ACTIVITY.
Count the lines below holding "Mequon" and answer with that number only.

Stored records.
== Segment start ==
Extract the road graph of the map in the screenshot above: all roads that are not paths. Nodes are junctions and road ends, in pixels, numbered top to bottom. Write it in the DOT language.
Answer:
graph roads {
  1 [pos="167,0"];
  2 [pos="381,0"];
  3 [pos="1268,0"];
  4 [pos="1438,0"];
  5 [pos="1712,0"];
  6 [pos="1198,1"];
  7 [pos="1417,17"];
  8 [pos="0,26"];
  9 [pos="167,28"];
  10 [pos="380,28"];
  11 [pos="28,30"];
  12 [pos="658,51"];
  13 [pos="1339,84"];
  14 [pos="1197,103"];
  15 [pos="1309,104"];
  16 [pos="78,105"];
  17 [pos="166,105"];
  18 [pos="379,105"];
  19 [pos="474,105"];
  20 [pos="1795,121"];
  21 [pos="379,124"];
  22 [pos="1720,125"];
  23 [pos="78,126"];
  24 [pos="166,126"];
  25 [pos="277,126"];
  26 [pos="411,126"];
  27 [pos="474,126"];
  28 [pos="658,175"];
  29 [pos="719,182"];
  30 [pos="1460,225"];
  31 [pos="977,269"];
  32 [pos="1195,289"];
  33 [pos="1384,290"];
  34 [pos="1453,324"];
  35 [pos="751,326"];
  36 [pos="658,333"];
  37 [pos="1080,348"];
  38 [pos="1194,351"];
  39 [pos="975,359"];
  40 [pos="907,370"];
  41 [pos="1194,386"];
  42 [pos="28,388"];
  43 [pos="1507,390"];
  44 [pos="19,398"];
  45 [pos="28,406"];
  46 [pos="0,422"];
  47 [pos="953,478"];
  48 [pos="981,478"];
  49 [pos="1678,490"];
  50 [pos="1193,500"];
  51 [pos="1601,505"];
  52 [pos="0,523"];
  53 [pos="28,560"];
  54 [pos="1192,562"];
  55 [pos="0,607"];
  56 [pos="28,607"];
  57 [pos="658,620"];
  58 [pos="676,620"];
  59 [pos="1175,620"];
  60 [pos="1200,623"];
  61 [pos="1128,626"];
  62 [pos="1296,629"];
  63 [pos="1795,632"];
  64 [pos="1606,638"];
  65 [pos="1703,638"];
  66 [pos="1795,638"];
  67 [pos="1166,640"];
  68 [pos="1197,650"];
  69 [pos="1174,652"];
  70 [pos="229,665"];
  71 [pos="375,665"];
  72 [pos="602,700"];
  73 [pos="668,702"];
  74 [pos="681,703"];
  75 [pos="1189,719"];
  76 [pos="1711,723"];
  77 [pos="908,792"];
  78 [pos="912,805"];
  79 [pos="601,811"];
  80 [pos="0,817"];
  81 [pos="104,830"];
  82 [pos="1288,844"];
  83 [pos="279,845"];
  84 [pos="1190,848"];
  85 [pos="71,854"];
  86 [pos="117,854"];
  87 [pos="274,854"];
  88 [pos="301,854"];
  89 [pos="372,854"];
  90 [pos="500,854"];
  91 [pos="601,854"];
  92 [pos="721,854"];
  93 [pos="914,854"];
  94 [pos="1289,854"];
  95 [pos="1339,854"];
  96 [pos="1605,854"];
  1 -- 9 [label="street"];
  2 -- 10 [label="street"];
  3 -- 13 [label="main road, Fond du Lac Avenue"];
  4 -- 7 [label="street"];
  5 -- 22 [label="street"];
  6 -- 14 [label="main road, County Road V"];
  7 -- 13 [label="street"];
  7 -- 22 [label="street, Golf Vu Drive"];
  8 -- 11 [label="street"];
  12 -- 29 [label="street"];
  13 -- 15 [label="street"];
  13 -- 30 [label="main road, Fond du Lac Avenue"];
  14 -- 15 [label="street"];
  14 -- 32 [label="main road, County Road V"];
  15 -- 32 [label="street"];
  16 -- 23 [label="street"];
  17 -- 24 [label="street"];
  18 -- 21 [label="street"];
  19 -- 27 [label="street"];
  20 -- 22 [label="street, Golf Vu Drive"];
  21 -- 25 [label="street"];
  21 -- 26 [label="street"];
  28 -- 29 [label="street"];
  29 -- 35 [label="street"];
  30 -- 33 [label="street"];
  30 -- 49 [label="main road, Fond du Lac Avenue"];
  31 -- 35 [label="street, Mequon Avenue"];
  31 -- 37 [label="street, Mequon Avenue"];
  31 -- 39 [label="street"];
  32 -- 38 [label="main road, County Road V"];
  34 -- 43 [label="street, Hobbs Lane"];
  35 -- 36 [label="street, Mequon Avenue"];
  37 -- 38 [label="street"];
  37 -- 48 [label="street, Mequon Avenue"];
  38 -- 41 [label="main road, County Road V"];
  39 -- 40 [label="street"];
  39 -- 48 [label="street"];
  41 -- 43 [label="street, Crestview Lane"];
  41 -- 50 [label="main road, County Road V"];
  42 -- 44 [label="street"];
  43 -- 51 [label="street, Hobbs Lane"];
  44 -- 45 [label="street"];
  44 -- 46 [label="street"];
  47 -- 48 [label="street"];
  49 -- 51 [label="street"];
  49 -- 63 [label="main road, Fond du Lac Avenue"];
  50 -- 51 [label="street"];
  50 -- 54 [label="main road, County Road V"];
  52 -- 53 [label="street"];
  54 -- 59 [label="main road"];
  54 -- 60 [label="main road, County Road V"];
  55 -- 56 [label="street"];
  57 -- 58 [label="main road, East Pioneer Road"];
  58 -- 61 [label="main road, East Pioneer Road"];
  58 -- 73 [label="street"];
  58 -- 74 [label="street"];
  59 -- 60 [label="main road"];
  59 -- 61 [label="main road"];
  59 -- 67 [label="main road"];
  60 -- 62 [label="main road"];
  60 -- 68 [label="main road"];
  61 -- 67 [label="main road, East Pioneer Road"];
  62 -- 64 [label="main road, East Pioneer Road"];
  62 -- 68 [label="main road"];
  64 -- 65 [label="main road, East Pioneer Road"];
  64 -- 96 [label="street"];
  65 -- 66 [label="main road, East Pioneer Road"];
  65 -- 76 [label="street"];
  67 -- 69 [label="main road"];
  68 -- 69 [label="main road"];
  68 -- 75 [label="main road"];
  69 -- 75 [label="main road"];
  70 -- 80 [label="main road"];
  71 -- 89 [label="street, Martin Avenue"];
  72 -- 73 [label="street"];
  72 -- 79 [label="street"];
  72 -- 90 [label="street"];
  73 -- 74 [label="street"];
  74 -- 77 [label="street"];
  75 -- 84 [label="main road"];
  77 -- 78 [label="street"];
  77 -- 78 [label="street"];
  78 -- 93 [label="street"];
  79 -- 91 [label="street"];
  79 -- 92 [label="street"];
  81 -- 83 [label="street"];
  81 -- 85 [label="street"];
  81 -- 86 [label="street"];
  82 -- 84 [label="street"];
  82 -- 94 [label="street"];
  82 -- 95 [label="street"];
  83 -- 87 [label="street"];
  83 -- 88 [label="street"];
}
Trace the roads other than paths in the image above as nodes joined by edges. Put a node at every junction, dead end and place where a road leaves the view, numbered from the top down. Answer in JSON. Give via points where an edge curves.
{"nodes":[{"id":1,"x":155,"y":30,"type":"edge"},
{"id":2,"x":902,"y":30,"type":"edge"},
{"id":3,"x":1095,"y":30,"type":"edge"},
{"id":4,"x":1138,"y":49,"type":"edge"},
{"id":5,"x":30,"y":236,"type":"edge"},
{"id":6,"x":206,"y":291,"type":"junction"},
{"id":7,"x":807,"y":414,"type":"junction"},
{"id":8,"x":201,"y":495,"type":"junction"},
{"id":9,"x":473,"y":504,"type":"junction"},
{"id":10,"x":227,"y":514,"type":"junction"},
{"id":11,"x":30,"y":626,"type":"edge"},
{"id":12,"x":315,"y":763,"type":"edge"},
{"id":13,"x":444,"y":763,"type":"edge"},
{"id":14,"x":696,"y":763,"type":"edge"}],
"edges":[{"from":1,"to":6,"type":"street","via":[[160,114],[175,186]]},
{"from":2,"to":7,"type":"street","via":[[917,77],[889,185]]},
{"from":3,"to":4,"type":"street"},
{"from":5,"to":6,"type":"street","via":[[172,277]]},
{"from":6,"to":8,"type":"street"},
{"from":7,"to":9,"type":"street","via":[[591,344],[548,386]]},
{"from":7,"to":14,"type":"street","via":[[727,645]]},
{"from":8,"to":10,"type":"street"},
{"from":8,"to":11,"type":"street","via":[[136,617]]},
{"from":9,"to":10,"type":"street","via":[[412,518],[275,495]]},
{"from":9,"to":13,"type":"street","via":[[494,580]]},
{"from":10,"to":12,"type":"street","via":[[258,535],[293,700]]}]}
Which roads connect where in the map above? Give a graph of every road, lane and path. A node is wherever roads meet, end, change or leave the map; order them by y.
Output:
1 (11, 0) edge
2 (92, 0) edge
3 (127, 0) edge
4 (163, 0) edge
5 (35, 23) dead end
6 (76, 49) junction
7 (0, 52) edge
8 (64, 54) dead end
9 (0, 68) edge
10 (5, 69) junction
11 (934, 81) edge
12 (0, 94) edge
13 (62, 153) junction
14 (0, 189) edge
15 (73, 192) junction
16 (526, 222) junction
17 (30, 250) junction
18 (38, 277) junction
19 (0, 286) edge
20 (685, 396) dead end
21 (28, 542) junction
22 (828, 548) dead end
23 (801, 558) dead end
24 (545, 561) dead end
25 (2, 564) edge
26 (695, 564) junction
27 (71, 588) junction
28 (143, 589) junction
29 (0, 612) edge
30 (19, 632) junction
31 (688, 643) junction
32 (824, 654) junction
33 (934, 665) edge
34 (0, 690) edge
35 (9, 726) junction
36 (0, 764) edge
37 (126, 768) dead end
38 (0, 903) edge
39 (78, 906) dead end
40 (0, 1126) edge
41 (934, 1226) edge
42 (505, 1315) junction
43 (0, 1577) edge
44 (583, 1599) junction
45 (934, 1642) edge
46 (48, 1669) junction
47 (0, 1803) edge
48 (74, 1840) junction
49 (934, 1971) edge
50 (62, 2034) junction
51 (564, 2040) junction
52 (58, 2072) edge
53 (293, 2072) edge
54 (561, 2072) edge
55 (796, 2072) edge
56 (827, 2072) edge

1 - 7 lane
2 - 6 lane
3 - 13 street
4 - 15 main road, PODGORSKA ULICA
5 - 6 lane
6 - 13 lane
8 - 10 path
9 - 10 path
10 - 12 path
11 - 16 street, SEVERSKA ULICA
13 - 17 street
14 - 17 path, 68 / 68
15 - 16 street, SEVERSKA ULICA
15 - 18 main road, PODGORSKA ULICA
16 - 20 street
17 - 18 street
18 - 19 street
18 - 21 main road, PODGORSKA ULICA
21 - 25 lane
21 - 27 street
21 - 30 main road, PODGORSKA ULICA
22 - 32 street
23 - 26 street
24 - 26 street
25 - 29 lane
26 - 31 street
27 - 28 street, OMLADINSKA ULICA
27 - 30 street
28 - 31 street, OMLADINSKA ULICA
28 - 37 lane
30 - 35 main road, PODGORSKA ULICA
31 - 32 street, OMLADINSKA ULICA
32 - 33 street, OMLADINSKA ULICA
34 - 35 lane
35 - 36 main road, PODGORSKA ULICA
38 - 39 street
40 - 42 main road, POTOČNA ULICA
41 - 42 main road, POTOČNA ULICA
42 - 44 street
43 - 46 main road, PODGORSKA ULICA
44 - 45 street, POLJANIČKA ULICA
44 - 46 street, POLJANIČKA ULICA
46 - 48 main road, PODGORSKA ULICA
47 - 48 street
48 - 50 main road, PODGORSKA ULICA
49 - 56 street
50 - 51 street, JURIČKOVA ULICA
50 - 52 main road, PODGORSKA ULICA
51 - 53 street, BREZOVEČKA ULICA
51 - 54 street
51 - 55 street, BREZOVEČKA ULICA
== Segment end ==
ANSWER BOX.
4